**REQUIRED ACTION**: Could you find every line in the entries below that holds the word "غازي" and copy it?

[Stored data entries]
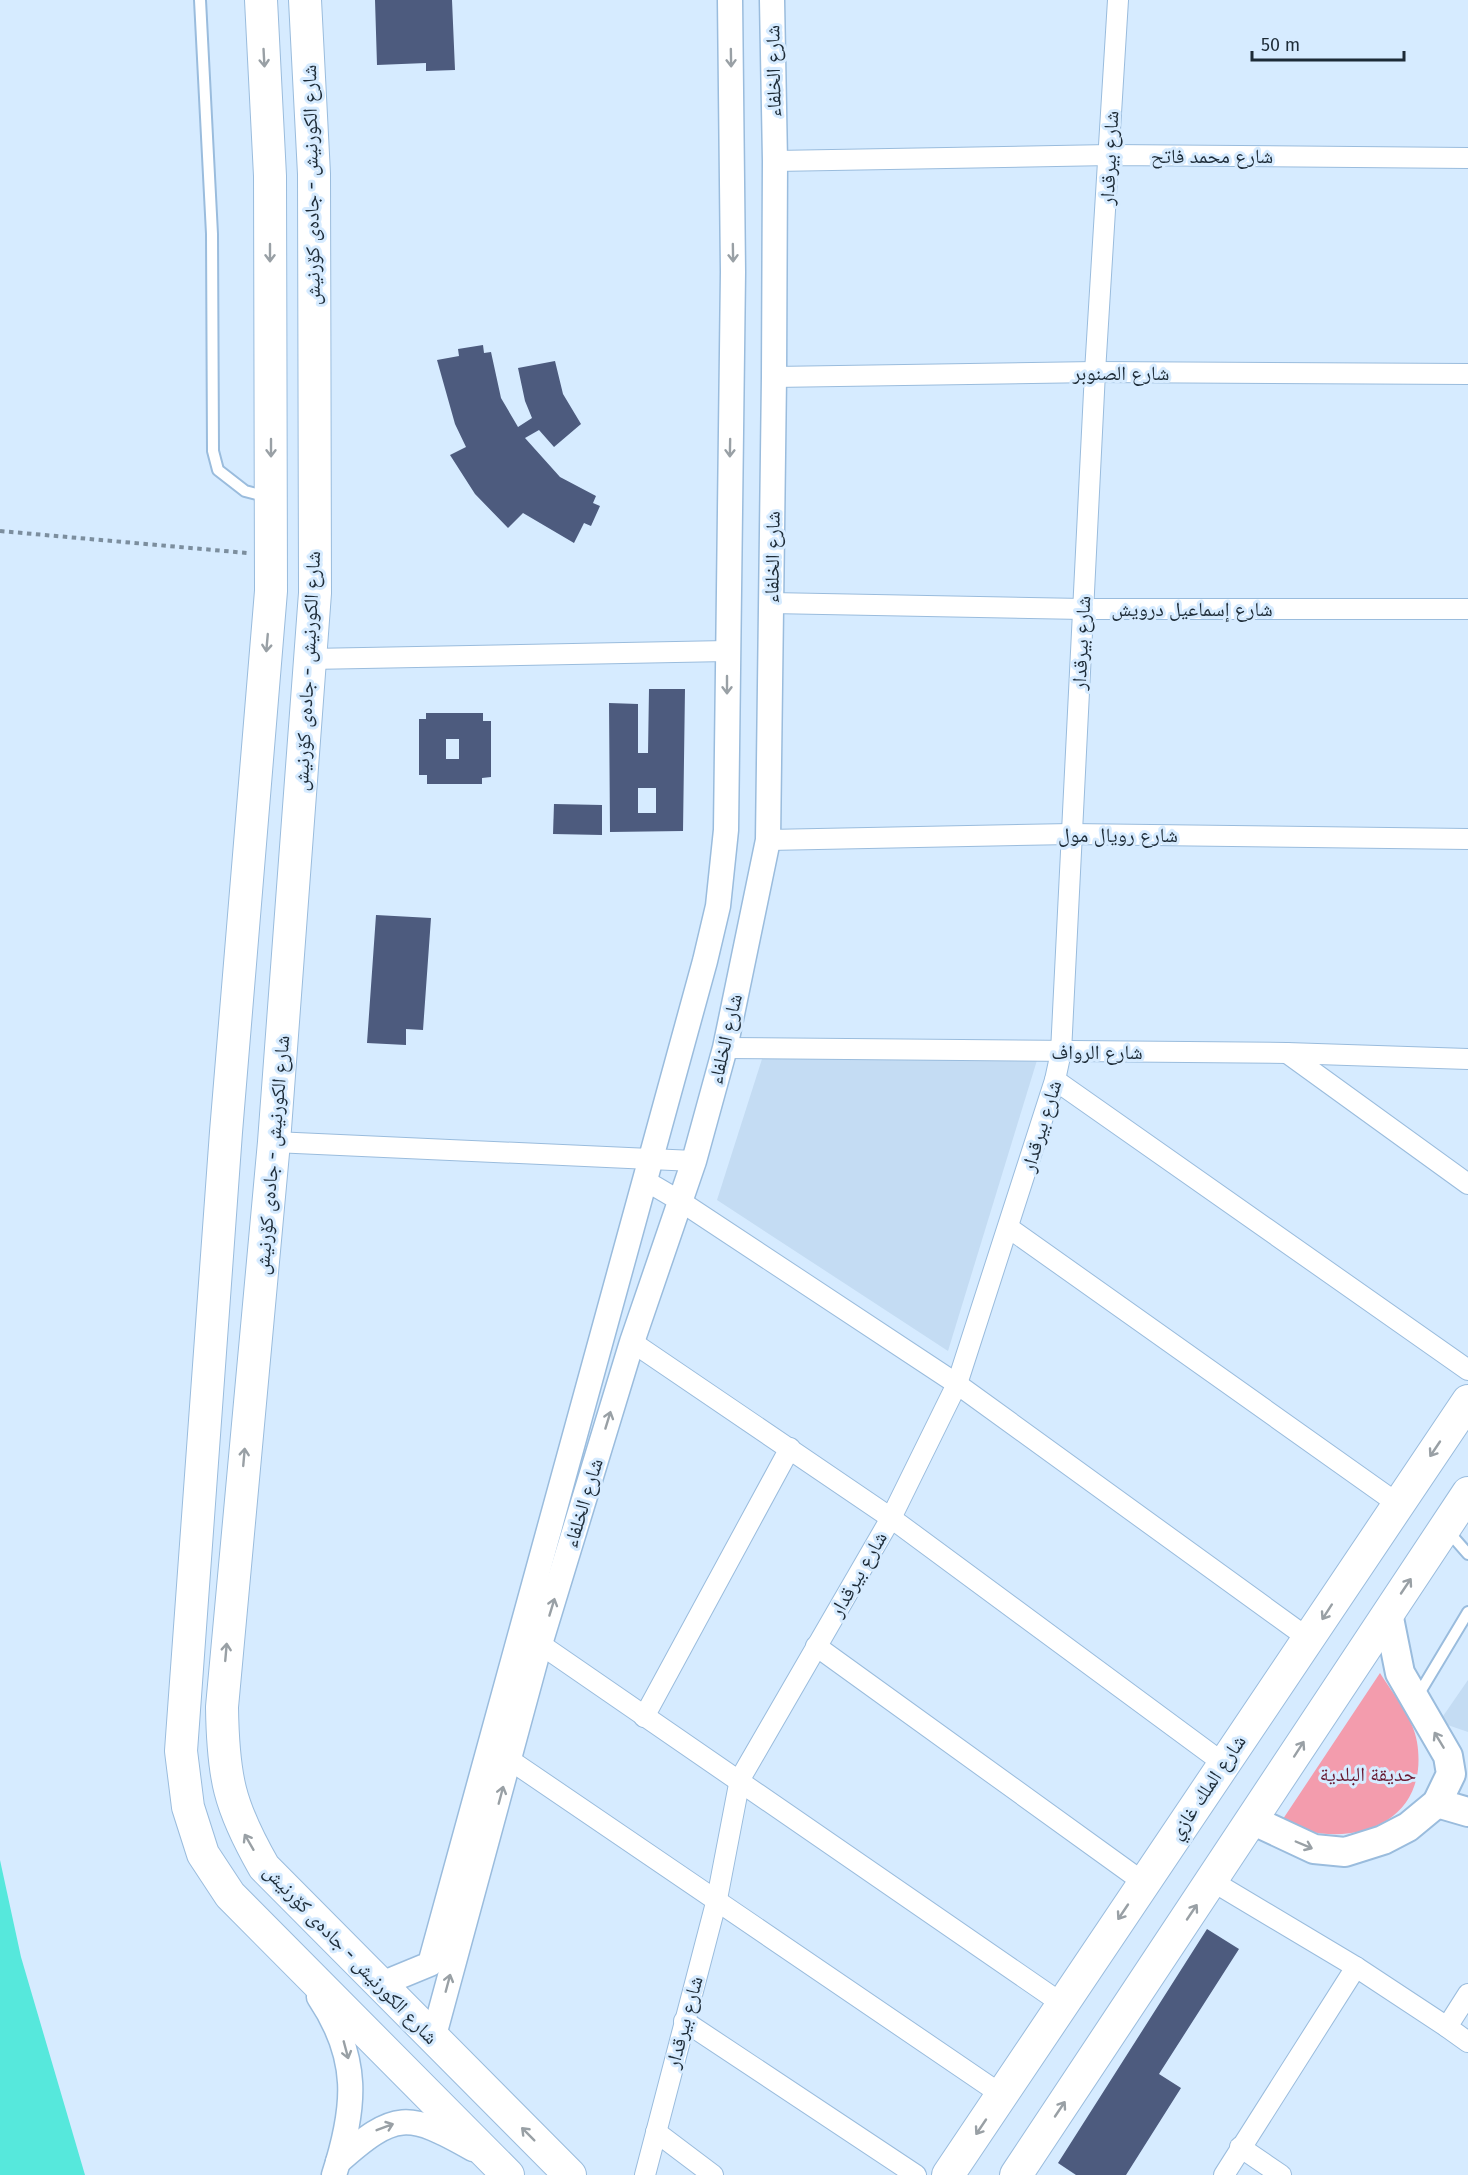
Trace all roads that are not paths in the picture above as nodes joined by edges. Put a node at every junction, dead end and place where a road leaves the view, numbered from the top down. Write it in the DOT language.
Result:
graph roads {
  1 [pos="201,0"];
  2 [pos="261,0"];
  3 [pos="305,0"];
  4 [pos="730,0"];
  5 [pos="772,0"];
  6 [pos="1118,0"];
  7 [pos="1110,155"];
  8 [pos="1468,158"];
  9 [pos="775,161"];
  10 [pos="314,286"];
  11 [pos="270,287"];
  12 [pos="270,357"];
  13 [pos="314,357"];
  14 [pos="1095,372"];
  15 [pos="1468,374"];
  16 [pos="774,376"];
  17 [pos="271,498"];
  18 [pos="771,603"];
  19 [pos="1083,609"];
  20 [pos="1468,609"];
  21 [pos="727,651"];
  22 [pos="310,659"];
  23 [pos="1071,834"];
  24 [pos="1468,839"];
  25 [pos="768,840"];
  26 [pos="725,1048"];
  27 [pos="1060,1052"];
  28 [pos="1287,1053"];
  29 [pos="1468,1059"];
  30 [pos="1055,1080"];
  31 [pos="274,1142"];
  32 [pos="694,1161"];
  33 [pos="649,1170"];
  34 [pos="1468,1184"];
  35 [pos="680,1201"];
  36 [pos="1010,1228"];
  37 [pos="632,1342"];
  38 [pos="1468,1370"];
  39 [pos="957,1384"];
  40 [pos="1468,1401"];
  41 [pos="790,1448"];
  42 [pos="1468,1493"];
  43 [pos="1398,1504"];
  44 [pos="891,1518"];
  45 [pos="1445,1528"];
  46 [pos="196,1554"];
  47 [pos="1468,1554"];
  48 [pos="234,1557"];
  49 [pos="1468,1612"];
  50 [pos="1388,1613"];
  51 [pos="1309,1639"];
  52 [pos="540,1644"];
  53 [pos="816,1646"];
  54 [pos="1415,1701"];
  55 [pos="644,1716"];
  56 [pos="510,1760"];
  57 [pos="1223,1763"];
  58 [pos="1460,1776"];
  59 [pos="740,1779"];
  60 [pos="1437,1803"];
  61 [pos="1468,1812"];
  62 [pos="1252,1820"];
  63 [pos="1212,1881"];
  64 [pos="1143,1882"];
  65 [pos="717,1899"];
  66 [pos="296,1963"];
  67 [pos="1356,1967"];
  68 [pos="379,1985"];
  69 [pos="1468,1994"];
  70 [pos="1061,2003"];
  71 [pos="684,2021"];
  72 [pos="1447,2027"];
  73 [pos="433,2039"];
  74 [pos="1468,2042"];
  75 [pos="1002,2095"];
  76 [pos="656,2132"];
  77 [pos="1240,2147"];
  78 [pos="337,2168"];
  79 [pos="501,2168"];
  80 [pos="570,2175"];
  81 [pos="645,2175"];
  82 [pos="713,2175"];
  83 [pos="916,2175"];
  84 [pos="948,2175"];
  85 [pos="1016,2175"];
  86 [pos="1224,2175"];
  87 [pos="1281,2175"];
  1 -- 17 [label="lane"];
  2 -- 11 [label="main road, شارع الكورنيش - جادەی کۆرنیش, one-way"];
  3 -- 10 [label="main road, شارع الكورنيش - جادەی کۆرنیش"];
  4 -- 21 [label="street, one-way"];
  5 -- 9 [label="street, شارع الخلفاء"];
  6 -- 7 [label="street, شارع بيرقدار"];
  7 -- 8 [label="street, شارع محمد فاتح"];
  7 -- 9 [label="street, شارع محمد فاتح"];
  7 -- 14 [label="street, شارع بيرقدار"];
  9 -- 16 [label="street, شارع الخلفاء"];
  10 -- 11 [label="main road"];
  10 -- 13 [label="main road, شارع الكورنيش - جادەی کۆرنیش"];
  11 -- 12 [label="main road, شارع الكورنيش - جادەی کۆرنیش"];
  12 -- 13 [label="main road"];
  12 -- 17 [label="main road, شارع الكورنيش - جادەی کۆرنیش, one-way"];
  13 -- 22 [label="main road, شارع الكورنيش - جادەی کۆرنیش"];
  14 -- 15 [label="street, شارع الصنوبر"];
  14 -- 16 [label="street, شارع الصنوبر"];
  14 -- 19 [label="street, شارع بيرقدار"];
  16 -- 18 [label="street, شارع الخلفاء"];
  17 -- 46 [label="main road, شارع الكورنيش - جادەی کۆرنیش, one-way"];
  18 -- 19 [label="street, شارع إسماعيل درويش"];
  18 -- 25 [label="street, شارع الخلفاء"];
  19 -- 20 [label="street, شارع إسماعيل درويش"];
  19 -- 23 [label="street, شارع بيرقدار"];
  21 -- 22 [label="street"];
  21 -- 33 [label="street, one-way"];
  22 -- 31 [label="main road, شارع الكورنيش - جادەی کۆرنیش"];
  23 -- 24 [label="street, شارع رويال مول"];
  23 -- 25 [label="street, شارع رويال مول"];
  23 -- 27 [label="street, شارع بيرقدار"];
  25 -- 26 [label="street, شارع الخلفاء"];
  26 -- 27 [label="street, شارع الرواف"];
  26 -- 32 [label="street, شارع الخلفاء"];
  27 -- 28 [label="street, شارع الرواف"];
  27 -- 30 [label="street, شارع بيرقدار"];
  28 -- 29 [label="street, شارع الرواف"];
  28 -- 34 [label="street"];
  30 -- 36 [label="street, شارع بيرقدار"];
  30 -- 38 [label="street"];
  31 -- 33 [label="street"];
  48 -- 31 [label="main road, شارع الكورنيش - جادەی کۆرنیش, one-way"];
  32 -- 33 [label="street"];
  32 -- 35 [label="street, شارع الخلفاء"];
  33 -- 35 [label="street"];
  33 -- 68 [label="street"];
  35 -- 37 [label="street, شارع الخلفاء"];
  35 -- 39 [label="street"];
  36 -- 39 [label="street, شارع بيرقدار"];
  36 -- 43 [label="street"];
  37 -- 41 [label="street"];
  52 -- 37 [label="street, شارع الخلفاء, one-way"];
  39 -- 44 [label="street, شارع بيرقدار"];
  39 -- 51 [label="street"];
  40 -- 43 [label="main road, شارع الملك غازي, one-way"];
  41 -- 44 [label="street"];
  41 -- 55 [label="street"];
  42 -- 45 [label="main road"];
  43 -- 51 [label="main road, شارع الملك غازي, one-way"];
  44 -- 53 [label="street, شارع بيرقدار"];
  44 -- 57 [label="street"];
  45 -- 47 [label="lane"];
  50 -- 45 [label="main road, one-way"];
  46 -- 48 [label="main road"];
  46 -- 66 [label="main road, شارع الكورنيش - جادەی کۆرنیش"];
  68 -- 48 [label="main road, شارع الكورنيش - جادەی کۆرنیش, one-way"];
  49 -- 54 [label="lane"];
  50 -- 54 [label="main road"];
  62 -- 50 [label="main road, one-way"];
  51 -- 57 [label="main road, شارع الملك غازي"];
  52 -- 55 [label="street"];
  52 -- 56 [label="street, شارع الخلفاء"];
  53 -- 59 [label="street, شارع بيرقدار"];
  53 -- 64 [label="street"];
  58 -- 54 [label="main road, one-way"];
  55 -- 59 [label="street"];
  56 -- 65 [label="street"];
  73 -- 56 [label="street, شارع الخلفاء, one-way"];
  57 -- 64 [label="main road, شارع الملك غازي"];
  58 -- 60 [label="main road"];
  59 -- 65 [label="street, شارع بيرقدار"];
  59 -- 70 [label="street"];
  60 -- 61 [label="main road"];
  62 -- 60 [label="main road, one-way"];
  62 -- 63 [label="main road"];
  63 -- 67 [label="street"];
  85 -- 63 [label="main road, one-way"];
  64 -- 70 [label="main road, شارع الملك غازي, one-way"];
  65 -- 71 [label="street, شارع بيرقدار"];
  65 -- 75 [label="street"];
  66 -- 78 [label="street, one-way"];
  66 -- 79 [label="main road, شارع الكورنيش - جادەی کۆرنیش"];
  67 -- 72 [label="street"];
  67 -- 77 [label="street"];
  68 -- 73 [label="main road, شارع الكورنيش - جادەی کۆرنیش"];
  69 -- 72 [label="street"];
  70 -- 75 [label="main road, شارع الملك غازي"];
  71 -- 76 [label="street, شارع بيرقدار"];
  71 -- 83 [label="street"];
  72 -- 74 [label="street"];
  80 -- 73 [label="main road, شارع الكورنيش - جادەی کۆرنیش, one-way"];
  75 -- 84 [label="main road, شارع الملك غازي, one-way"];
  76 -- 81 [label="street, شارع بيرقدار"];
  76 -- 82 [label="street"];
  77 -- 86 [label="street"];
  77 -- 87 [label="street"];
  78 -- 79 [label="street, one-way"];
}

**ANSWER TO THE EXERCISE**:
  40 -- 43 [label="main road, شارع الملك غازي, one-way"];
  43 -- 51 [label="main road, شارع الملك غازي, one-way"];
  51 -- 57 [label="main road, شارع الملك غازي"];
  57 -- 64 [label="main road, شارع الملك غازي"];
  64 -- 70 [label="main road, شارع الملك غازي, one-way"];
  70 -- 75 [label="main road, شارع الملك غازي"];
  75 -- 84 [label="main road, شارع الملك غازي, one-way"];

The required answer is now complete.